-- Data for the task --
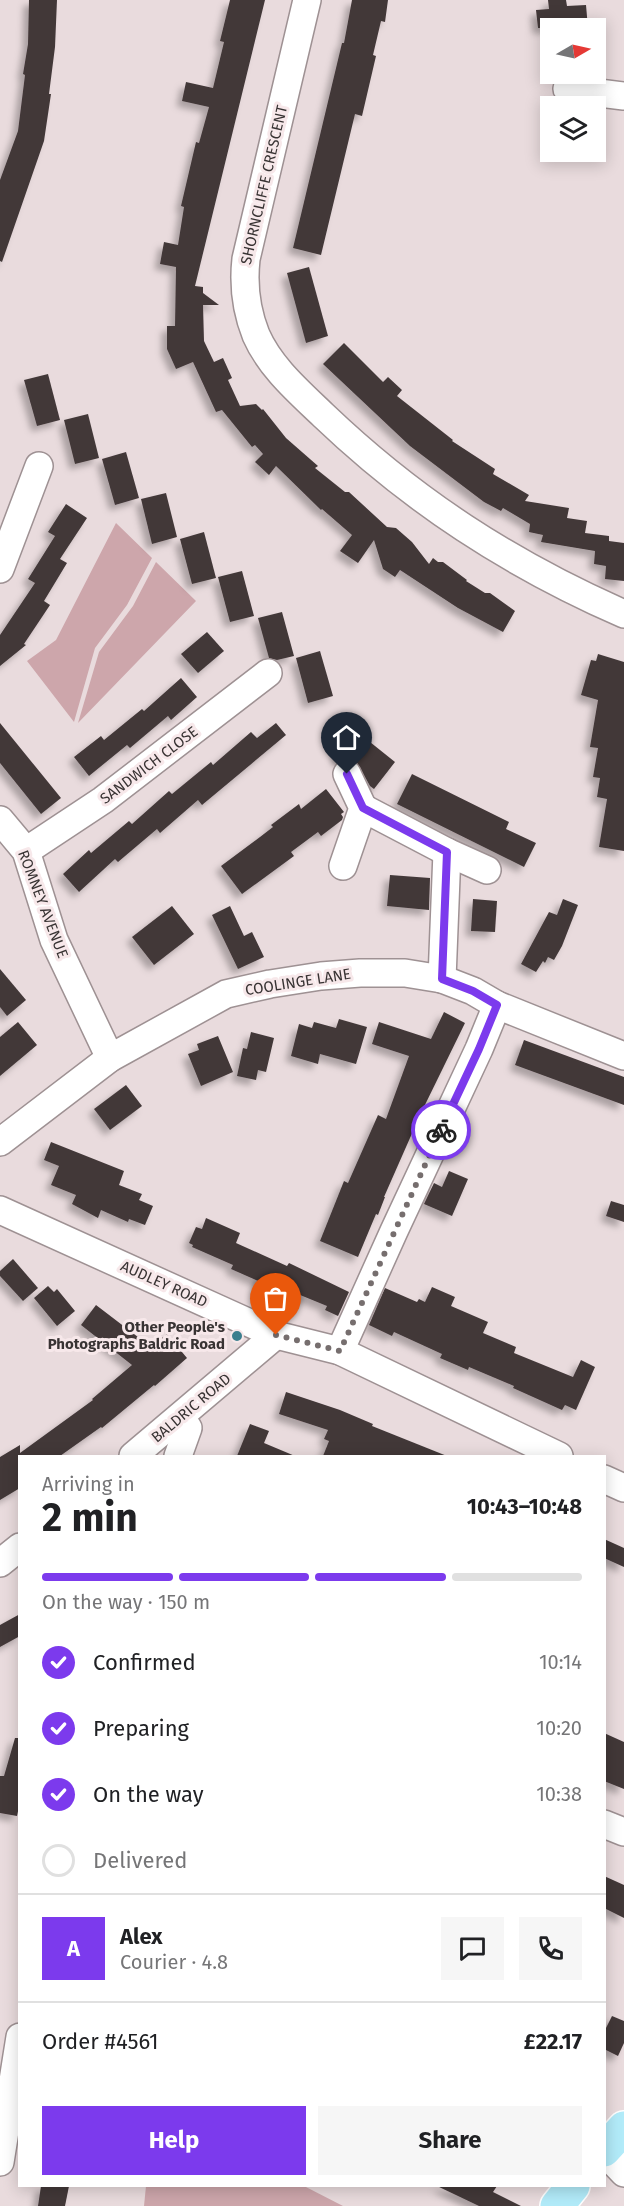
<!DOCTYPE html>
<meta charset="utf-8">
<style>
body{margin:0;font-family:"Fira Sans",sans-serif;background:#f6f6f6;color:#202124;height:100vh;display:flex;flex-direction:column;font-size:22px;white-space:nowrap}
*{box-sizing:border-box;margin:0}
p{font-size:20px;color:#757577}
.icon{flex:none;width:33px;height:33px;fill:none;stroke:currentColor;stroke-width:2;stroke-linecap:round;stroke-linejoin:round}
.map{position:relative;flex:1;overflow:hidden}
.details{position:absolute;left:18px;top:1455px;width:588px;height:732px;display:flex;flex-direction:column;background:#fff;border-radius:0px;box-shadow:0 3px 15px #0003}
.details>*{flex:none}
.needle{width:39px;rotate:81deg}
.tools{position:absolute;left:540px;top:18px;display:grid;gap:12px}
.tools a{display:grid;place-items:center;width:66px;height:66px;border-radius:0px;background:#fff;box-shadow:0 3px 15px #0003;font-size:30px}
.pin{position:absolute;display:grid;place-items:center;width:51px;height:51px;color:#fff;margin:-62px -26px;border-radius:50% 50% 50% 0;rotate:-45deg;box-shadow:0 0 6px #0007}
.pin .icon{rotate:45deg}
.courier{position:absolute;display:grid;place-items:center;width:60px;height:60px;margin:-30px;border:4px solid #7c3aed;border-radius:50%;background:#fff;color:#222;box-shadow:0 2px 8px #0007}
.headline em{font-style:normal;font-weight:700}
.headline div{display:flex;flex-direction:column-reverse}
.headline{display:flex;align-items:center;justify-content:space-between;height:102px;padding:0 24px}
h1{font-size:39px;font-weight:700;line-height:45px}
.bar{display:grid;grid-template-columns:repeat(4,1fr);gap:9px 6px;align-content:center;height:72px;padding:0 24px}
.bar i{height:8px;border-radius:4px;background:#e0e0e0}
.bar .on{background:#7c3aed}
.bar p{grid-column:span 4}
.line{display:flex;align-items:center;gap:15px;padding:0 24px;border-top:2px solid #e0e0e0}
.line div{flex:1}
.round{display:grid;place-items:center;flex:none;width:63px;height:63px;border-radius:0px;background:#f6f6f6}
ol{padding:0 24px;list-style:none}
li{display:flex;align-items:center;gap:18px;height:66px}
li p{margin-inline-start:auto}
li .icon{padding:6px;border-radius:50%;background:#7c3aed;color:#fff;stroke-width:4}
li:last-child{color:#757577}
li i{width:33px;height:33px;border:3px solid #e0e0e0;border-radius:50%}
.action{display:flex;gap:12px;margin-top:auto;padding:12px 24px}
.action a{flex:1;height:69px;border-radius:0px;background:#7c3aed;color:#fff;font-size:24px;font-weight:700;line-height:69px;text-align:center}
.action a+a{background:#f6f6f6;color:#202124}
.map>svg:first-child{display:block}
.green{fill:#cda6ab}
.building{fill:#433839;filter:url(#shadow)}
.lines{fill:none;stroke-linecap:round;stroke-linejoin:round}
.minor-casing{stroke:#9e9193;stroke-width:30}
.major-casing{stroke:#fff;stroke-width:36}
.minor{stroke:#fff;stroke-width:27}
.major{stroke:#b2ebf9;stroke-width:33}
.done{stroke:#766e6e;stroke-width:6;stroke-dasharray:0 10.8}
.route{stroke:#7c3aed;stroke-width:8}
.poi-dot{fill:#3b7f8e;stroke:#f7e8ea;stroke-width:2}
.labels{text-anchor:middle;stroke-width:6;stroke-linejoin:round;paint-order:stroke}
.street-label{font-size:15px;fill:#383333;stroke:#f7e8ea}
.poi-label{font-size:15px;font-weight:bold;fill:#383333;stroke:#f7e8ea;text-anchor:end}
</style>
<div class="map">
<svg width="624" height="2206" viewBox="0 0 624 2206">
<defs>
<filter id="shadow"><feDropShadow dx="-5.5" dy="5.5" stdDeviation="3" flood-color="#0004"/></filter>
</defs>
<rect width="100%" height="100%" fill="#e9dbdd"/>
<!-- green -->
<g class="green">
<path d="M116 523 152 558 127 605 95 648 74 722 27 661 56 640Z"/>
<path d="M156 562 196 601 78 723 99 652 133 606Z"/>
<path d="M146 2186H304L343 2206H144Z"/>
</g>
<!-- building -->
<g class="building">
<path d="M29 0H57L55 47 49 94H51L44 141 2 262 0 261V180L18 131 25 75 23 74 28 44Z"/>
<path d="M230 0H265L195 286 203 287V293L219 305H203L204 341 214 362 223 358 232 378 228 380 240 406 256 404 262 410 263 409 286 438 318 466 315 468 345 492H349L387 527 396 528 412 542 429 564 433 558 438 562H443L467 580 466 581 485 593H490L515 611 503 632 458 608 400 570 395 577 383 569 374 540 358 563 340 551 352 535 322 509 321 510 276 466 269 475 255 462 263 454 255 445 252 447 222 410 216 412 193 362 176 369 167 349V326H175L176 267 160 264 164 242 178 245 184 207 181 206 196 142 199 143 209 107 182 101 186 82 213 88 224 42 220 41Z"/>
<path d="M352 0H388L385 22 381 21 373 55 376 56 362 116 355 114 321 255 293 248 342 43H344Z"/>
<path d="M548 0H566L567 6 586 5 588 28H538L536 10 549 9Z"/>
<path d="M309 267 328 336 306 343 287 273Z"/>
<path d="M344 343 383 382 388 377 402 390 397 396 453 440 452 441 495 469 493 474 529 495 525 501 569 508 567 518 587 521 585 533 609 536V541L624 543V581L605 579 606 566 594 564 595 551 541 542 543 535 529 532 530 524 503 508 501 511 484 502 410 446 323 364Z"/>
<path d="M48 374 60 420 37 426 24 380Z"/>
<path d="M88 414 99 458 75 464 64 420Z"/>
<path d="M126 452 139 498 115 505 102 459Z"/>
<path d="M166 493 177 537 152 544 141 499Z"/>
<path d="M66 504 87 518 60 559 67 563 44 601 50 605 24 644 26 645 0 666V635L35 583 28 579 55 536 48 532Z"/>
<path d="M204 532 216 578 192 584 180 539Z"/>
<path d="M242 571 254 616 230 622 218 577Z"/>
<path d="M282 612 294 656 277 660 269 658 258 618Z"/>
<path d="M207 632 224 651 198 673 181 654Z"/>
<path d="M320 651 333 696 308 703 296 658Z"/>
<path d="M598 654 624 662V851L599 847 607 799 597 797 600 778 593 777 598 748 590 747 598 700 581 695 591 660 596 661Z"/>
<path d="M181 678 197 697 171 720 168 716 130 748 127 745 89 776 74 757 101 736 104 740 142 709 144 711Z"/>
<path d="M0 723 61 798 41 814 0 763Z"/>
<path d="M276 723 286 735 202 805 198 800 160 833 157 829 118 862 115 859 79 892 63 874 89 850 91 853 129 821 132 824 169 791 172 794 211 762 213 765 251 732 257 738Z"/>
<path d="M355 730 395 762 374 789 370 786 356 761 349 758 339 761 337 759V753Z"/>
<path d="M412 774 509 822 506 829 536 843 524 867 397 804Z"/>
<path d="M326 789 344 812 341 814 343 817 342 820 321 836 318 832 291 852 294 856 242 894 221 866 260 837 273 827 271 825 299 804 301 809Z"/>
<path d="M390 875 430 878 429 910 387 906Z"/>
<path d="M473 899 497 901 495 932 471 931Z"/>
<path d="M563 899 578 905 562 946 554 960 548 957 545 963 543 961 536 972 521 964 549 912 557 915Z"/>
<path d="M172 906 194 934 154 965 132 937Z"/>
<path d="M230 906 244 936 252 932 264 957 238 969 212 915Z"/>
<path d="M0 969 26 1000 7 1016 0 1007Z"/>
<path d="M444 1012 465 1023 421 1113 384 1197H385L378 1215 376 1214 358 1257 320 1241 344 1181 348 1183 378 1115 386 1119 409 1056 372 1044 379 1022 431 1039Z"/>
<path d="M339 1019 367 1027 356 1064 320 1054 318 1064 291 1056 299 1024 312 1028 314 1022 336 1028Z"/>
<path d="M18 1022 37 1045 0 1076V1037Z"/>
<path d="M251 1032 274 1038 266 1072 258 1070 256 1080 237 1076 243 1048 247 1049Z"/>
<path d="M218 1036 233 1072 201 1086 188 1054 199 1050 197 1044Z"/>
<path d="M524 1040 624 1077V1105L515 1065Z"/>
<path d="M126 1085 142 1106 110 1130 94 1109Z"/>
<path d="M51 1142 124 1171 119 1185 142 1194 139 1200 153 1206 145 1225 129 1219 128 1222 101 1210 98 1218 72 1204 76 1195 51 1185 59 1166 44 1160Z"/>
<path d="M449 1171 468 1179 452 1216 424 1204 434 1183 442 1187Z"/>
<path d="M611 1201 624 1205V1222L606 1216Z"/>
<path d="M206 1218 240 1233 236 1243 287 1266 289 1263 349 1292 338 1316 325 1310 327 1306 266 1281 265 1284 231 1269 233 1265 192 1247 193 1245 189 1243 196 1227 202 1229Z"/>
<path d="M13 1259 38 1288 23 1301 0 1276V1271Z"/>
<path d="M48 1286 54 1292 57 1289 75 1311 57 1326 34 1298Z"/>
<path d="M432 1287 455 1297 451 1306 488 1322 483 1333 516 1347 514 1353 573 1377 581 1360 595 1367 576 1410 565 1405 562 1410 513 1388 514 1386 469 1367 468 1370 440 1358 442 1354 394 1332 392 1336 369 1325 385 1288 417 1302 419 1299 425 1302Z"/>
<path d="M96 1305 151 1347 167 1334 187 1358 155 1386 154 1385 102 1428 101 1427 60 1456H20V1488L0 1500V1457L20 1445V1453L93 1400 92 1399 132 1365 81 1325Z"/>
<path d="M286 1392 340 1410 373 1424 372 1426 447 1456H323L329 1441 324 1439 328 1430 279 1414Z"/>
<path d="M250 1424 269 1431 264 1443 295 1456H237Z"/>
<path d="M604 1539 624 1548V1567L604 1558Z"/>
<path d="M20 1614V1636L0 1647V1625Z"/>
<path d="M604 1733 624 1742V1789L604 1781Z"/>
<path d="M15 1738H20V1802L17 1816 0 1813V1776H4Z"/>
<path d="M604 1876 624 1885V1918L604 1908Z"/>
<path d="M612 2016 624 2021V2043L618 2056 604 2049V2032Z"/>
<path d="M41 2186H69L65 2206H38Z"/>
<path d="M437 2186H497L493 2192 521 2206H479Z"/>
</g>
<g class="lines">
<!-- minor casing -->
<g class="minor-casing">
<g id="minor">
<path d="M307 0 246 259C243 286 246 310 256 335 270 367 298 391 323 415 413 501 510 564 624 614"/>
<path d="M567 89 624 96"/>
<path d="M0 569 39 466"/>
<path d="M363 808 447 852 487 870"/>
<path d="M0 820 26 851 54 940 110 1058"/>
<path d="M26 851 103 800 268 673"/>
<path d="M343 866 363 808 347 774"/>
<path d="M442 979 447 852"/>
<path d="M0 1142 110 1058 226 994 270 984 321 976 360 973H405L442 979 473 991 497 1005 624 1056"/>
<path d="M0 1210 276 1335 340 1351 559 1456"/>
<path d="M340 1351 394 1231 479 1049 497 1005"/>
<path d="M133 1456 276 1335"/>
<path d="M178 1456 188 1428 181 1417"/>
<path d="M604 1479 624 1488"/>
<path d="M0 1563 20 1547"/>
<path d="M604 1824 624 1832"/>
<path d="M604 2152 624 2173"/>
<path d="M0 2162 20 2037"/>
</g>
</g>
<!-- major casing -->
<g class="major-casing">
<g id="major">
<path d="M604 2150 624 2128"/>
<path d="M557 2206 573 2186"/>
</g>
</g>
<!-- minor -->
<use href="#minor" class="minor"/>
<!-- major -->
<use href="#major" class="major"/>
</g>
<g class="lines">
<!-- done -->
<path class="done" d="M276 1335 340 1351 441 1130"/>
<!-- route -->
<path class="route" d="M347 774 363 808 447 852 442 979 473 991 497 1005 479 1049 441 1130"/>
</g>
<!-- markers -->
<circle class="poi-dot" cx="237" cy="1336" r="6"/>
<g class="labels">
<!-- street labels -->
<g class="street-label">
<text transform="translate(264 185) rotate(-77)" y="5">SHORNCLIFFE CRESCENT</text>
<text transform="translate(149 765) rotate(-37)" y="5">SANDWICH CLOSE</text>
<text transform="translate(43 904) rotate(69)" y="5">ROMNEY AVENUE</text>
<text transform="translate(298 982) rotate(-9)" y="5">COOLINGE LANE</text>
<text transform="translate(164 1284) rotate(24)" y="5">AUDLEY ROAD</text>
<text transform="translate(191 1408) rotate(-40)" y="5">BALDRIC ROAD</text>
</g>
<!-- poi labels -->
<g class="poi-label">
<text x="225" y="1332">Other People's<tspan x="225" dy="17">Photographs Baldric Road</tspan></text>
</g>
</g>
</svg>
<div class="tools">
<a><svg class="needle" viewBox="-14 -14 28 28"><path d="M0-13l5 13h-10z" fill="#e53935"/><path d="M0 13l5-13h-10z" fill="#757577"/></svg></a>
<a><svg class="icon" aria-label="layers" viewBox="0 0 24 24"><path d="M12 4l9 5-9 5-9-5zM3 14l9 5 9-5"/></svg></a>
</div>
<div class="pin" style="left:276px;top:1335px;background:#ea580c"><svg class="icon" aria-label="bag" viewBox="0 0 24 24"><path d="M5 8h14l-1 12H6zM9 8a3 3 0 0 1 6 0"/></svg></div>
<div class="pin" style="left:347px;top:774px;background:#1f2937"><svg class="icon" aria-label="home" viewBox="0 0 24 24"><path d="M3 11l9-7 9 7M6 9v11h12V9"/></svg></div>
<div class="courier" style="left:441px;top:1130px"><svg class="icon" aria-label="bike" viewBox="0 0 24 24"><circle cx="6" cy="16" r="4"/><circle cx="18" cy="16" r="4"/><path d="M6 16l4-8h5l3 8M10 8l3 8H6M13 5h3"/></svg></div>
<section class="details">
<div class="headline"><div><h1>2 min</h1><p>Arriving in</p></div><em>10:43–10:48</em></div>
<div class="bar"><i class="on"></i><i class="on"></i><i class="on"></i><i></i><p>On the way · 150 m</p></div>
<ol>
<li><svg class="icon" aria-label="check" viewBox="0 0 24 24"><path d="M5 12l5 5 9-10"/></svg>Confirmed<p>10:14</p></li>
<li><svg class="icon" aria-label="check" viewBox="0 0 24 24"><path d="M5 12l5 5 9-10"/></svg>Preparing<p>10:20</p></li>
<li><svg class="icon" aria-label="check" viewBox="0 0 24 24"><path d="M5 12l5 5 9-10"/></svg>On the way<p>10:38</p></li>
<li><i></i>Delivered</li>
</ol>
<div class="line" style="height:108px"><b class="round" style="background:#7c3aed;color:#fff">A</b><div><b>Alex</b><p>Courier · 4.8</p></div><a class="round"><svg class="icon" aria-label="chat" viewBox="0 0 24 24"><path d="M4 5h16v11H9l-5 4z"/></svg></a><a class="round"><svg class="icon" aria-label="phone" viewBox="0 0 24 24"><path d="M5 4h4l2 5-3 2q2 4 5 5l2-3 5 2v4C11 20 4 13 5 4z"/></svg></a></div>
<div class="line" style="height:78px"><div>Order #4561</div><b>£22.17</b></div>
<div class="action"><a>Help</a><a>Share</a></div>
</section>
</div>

-- Exercise details --
Tally the lines of the entries above that hold the word "absolute"; the number is the whole answer.

-- Reply to the task --
4